Baixe aqui os 18 Compromissos em PDF. O documento pode ser encontrado também no site do Alto Comissariado das Nações Unidas sobre os Direitos Humanos (clique aqui).
Nós, atores da sociedade civil e religiosa, trabalhando no campo dos direitos humanos e reunidos em Beirut entre os dias 28 e 29 de março de 2017, expressamos uma profunda convicção de que nossas respectivas religiões e crenças compartilham de um compromisso comum de defender a dignidade e o igual valor de todos os seres humanos. Valores humanos compartilhados e igual dignidade são, portanto, raízes comuns de nossas culturas. Fé e direitos devem ser esferas que se reforçam mutuamente. Expressões individuais e comunitárias de religiões ou crenças prosperam e florescem em ambientes onde os direitos humanos, baseados na igual dignidade de todos os indivíduos, são protegidos. Do mesmo modo, os direitos humanos podem se beneficiar dos fundamentos éticos e espirituais profundamente arraigados, providos por religiões ou crenças.

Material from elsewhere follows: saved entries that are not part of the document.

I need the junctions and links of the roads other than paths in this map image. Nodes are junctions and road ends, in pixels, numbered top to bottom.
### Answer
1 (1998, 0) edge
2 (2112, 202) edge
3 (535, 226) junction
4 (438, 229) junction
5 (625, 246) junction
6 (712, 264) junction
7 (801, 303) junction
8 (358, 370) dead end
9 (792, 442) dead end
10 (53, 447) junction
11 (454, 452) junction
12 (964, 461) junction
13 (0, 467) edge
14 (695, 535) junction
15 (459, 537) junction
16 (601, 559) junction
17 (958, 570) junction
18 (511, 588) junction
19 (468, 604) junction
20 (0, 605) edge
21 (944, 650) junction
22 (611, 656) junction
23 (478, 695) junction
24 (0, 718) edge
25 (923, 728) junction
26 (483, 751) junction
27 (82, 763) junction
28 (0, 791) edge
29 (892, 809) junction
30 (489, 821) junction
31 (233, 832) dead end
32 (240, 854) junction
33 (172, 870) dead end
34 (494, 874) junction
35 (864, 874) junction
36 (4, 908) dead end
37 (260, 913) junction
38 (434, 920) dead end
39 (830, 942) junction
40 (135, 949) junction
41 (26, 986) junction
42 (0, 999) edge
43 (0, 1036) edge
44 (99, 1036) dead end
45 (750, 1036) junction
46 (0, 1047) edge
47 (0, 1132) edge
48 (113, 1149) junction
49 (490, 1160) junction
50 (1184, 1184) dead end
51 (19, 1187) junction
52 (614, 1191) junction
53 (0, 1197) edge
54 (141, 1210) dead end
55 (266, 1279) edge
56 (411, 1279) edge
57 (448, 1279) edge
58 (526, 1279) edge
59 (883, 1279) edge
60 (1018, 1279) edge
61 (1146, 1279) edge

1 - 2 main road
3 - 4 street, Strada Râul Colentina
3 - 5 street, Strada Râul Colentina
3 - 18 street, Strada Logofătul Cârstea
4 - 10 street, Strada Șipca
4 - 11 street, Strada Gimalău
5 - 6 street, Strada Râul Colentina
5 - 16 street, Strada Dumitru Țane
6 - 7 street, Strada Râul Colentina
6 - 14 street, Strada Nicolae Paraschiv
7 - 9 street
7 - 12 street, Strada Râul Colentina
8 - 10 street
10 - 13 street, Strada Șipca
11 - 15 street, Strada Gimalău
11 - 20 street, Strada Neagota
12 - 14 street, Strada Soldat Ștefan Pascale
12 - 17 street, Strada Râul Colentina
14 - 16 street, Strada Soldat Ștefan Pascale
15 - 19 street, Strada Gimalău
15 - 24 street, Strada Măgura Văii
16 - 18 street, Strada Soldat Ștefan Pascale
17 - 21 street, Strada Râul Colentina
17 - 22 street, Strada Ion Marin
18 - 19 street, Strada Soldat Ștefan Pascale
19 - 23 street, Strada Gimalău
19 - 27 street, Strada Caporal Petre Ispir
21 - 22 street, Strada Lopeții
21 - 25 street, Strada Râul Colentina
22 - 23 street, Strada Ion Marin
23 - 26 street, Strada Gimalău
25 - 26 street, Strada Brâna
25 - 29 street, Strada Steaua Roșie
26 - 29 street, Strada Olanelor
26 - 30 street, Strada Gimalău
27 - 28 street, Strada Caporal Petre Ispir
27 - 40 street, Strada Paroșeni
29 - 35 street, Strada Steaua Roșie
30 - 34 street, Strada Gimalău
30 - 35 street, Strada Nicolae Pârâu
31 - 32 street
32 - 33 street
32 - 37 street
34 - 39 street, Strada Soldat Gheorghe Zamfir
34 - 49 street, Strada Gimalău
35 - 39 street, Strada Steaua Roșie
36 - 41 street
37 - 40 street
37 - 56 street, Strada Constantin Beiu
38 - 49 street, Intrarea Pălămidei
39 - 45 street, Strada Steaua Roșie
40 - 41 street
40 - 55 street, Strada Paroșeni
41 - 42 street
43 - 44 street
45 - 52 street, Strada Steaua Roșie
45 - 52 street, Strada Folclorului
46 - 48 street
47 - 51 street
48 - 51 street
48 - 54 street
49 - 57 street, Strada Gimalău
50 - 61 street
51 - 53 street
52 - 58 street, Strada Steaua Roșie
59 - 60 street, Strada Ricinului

A presente Declaração sobre “Fé pelos Direitos” alcança pessoas pertencentes a religiões e crenças de todas as regiões do mundo, visando fortalecer sociedades coesas, pacíficas e respeitosas, com base em uma plataforma comum orientada para a ação, acordada por todos os interessados, e aberta a todos os atores que compartilham de seus objetivos. Apreciamos que nossa Declaração sobre "Fé pelos Direitos", à semelhança de seu precedente originário, o Plano de Ação de Rabat, foram ambos concebidos e conduzidos sob os auspícios e com o apoio das Nações Unidas, que representa todas as pessoas do mundo, e enriquecidos pelos mecanismos de direitos humanos da ONU, tais como Relatores Especiais e membros dos órgãos de tratados.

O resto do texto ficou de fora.